## [Action item]
Word for word, copy the data that follows and skip its pictures.

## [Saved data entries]

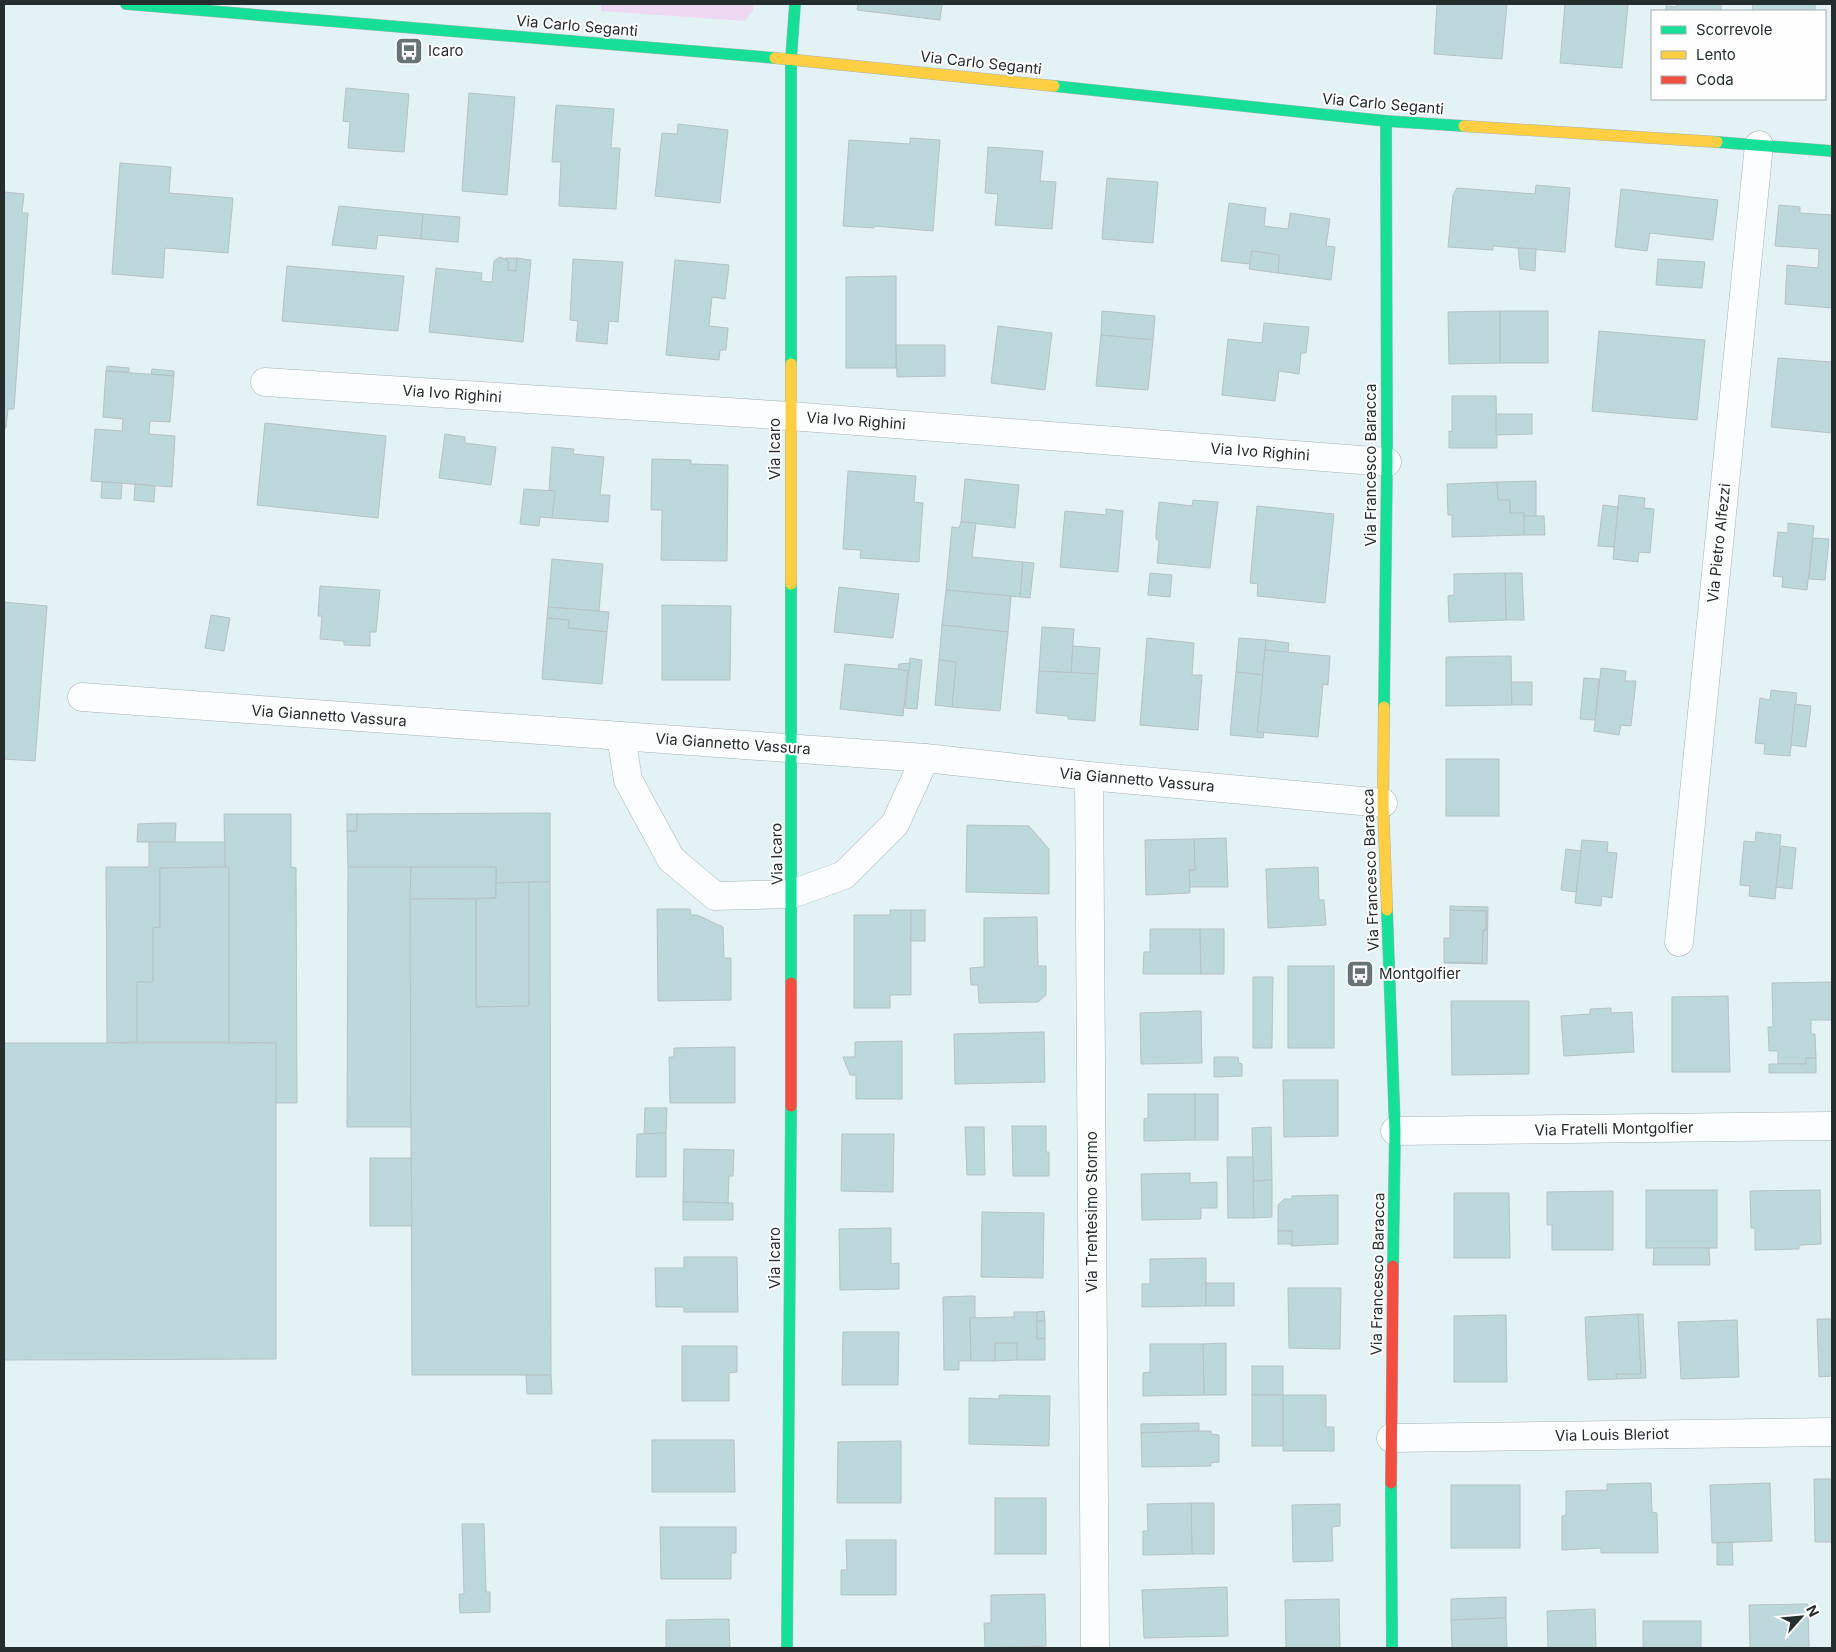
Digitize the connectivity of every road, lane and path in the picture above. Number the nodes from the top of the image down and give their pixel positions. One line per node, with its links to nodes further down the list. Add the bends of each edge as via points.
1 (126, 4): 3 (street, Via Carlo Seganti)
2 (795, 4): 4 (street, Via Icaro)
3 (238, 9): 4 (street, Via Carlo Seganti)
4 (791, 59): 5 (street, Via Carlo Seganti); 9 (street, Via Icaro)
5 (1386, 121): 6 (street, Via Carlo Seganti); 10 (street, Via Francesco Baracca)
6 (1759, 144): 7 (street, Via Carlo Seganti); 18 (street, Via Pietro Alfezzi)
7 (1832, 152)
8 (265, 382): 9 (street, Via Ivo Righini)
9 (790, 416): 10 (street, Via Ivo Righini); 13 (street, Via Icaro)
10 (1387, 462): 16 (street, Via Francesco Baracca)
11 (82, 697): 12 (street, Via Giannetto Vassura)
12 (621, 736): 13 (street, Via Giannetto Vassura); 17 (street, via 628,780 671,859 715,896)
13 (791, 748): 14 (street, Via Giannetto Vassura); 17 (street, Via Icaro)
14 (925, 758): 15 (street, Via Giannetto Vassura); 17 (street, via 895,824 844,875)
15 (1090, 776): 16 (street, Via Giannetto Vassura); 24 (street, Via Trentesimo Stormo)
16 (1383, 803): 20 (street, Via Francesco Baracca)
17 (792, 894): 23 (street, Via Icaro)
18 (1679, 942)
19 (1832, 1126): 20 (street, Via Fratelli Montgolfier)
20 (1395, 1131): 22 (street, Via Francesco Baracca)
21 (1832, 1432): 22 (street, Via Louis Bleriot)
22 (1391, 1438): 25 (street, Via Francesco Baracca)
23 (788, 1648)
24 (1095, 1648)
25 (1392, 1648)

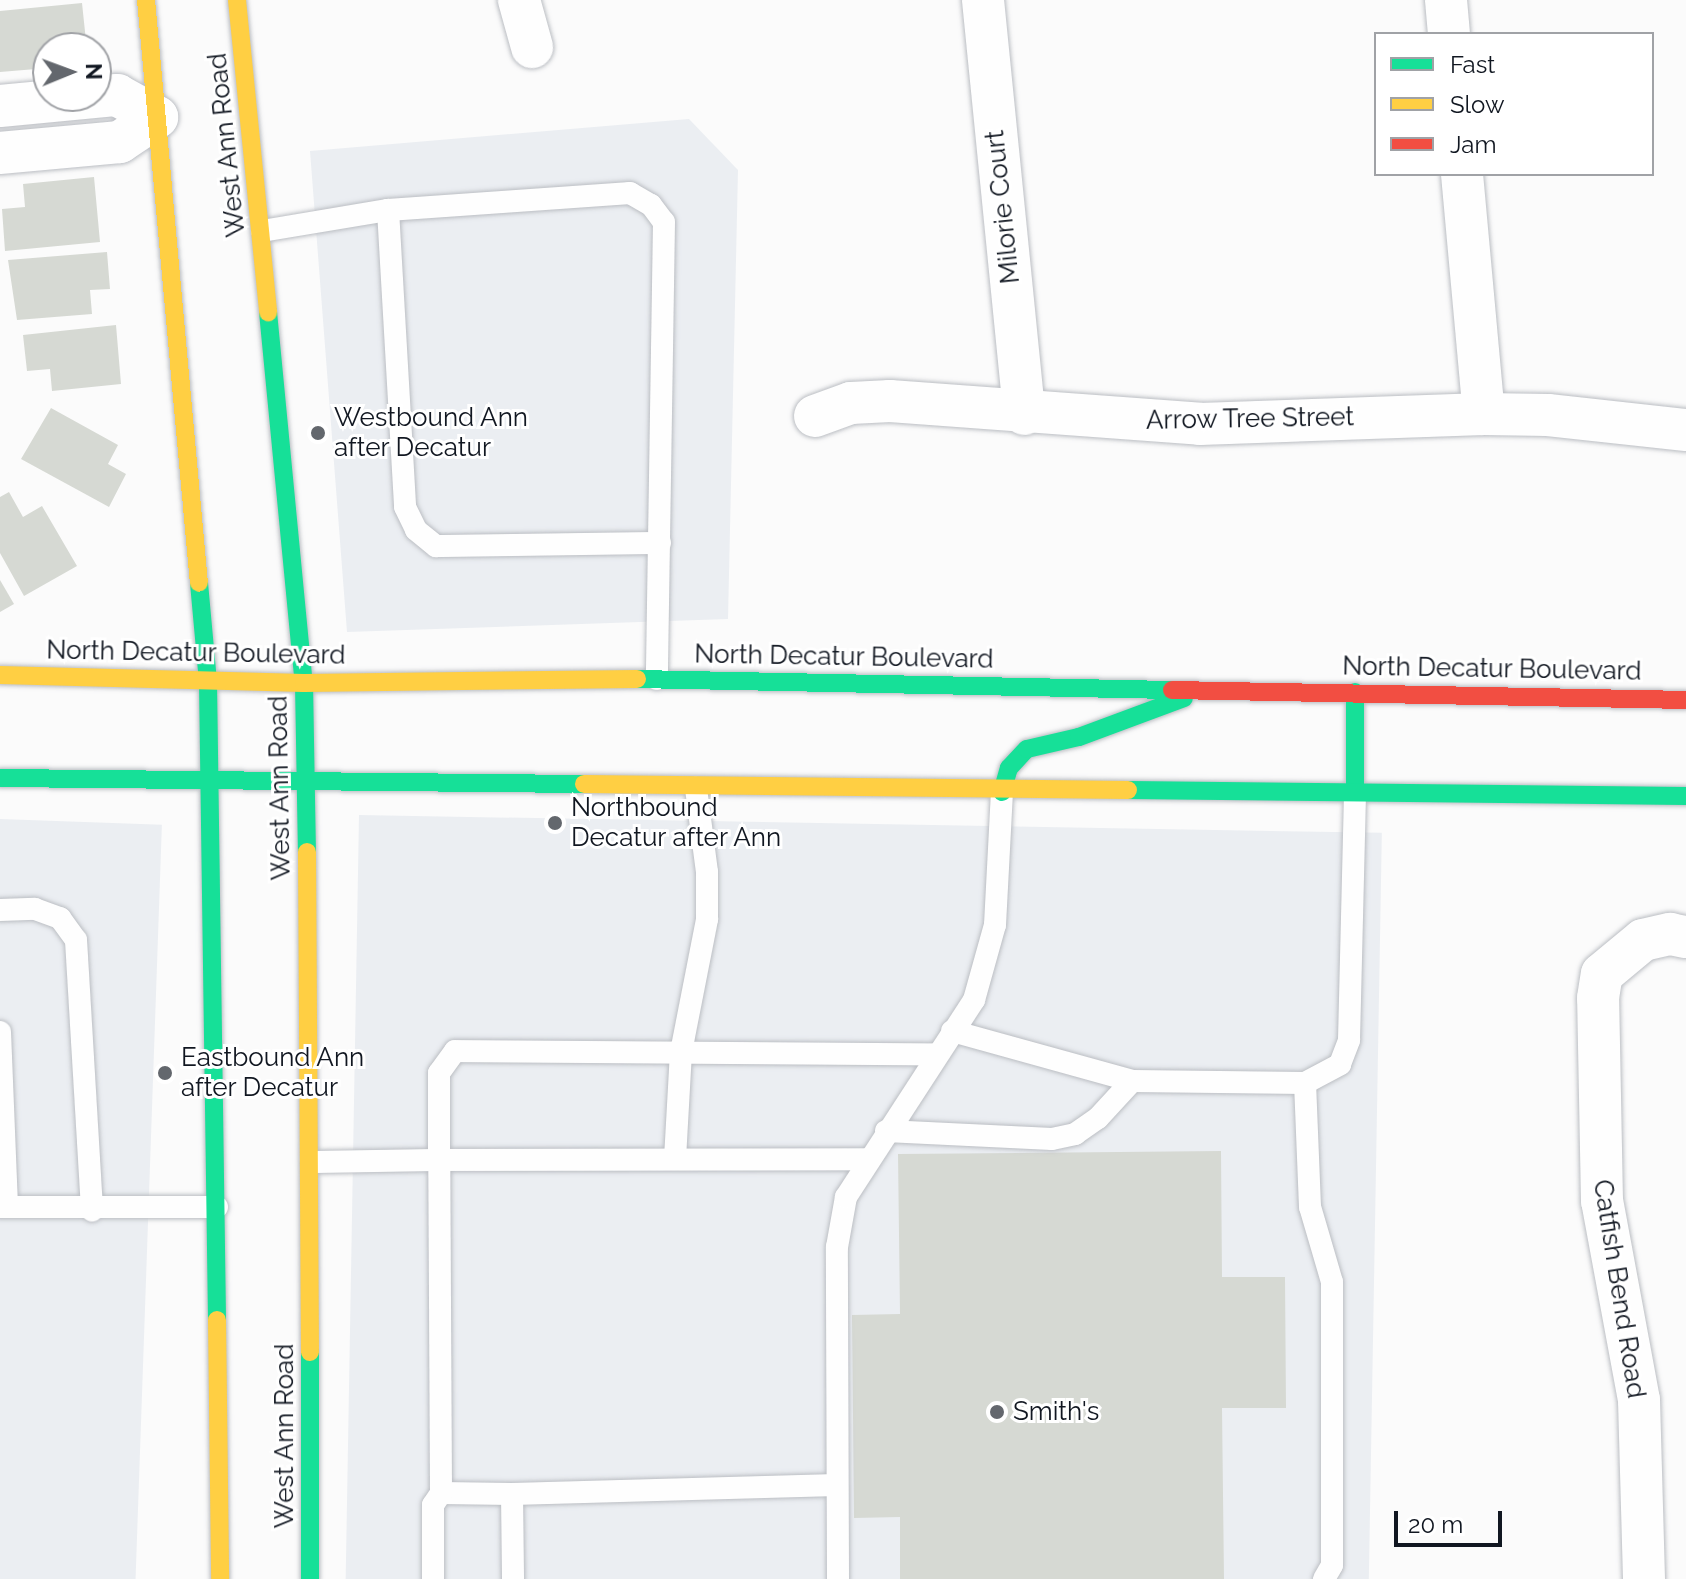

## [Answer for the task]
Digitize the connectivity of every road, lane and path in the picture above. Number the nodes from the top of the image down and give their pixel positions. One line per node, with its links to nodes further down the list. Add the bends of each edge as via points.
1 (126, 4): 3 (street, Via Carlo Seganti)
2 (795, 4): 4 (street, Via Icaro)
3 (238, 9): 4 (street, Via Carlo Seganti)
4 (791, 59): 5 (street, Via Carlo Seganti); 9 (street, Via Icaro)
5 (1386, 121): 6 (street, Via Carlo Seganti); 10 (street, Via Francesco Baracca)
6 (1759, 144): 7 (street, Via Carlo Seganti); 18 (street, Via Pietro Alfezzi)
7 (1832, 152)
8 (265, 382): 9 (street, Via Ivo Righini)
9 (790, 416): 10 (street, Via Ivo Righini); 13 (street, Via Icaro)
10 (1387, 462): 16 (street, Via Francesco Baracca)
11 (82, 697): 12 (street, Via Giannetto Vassura)
12 (621, 736): 13 (street, Via Giannetto Vassura); 17 (street, via 628,780 671,859 715,896)
13 (791, 748): 14 (street, Via Giannetto Vassura); 17 (street, Via Icaro)
14 (925, 758): 15 (street, Via Giannetto Vassura); 17 (street, via 895,824 844,875)
15 (1090, 776): 16 (street, Via Giannetto Vassura); 24 (street, Via Trentesimo Stormo)
16 (1383, 803): 20 (street, Via Francesco Baracca)
17 (792, 894): 23 (street, Via Icaro)
18 (1679, 942)
19 (1832, 1126): 20 (street, Via Fratelli Montgolfier)
20 (1395, 1131): 22 (street, Via Francesco Baracca)
21 (1832, 1432): 22 (street, Via Louis Bleriot)
22 (1391, 1438): 25 (street, Via Francesco Baracca)
23 (788, 1648)
24 (1095, 1648)
25 (1392, 1648)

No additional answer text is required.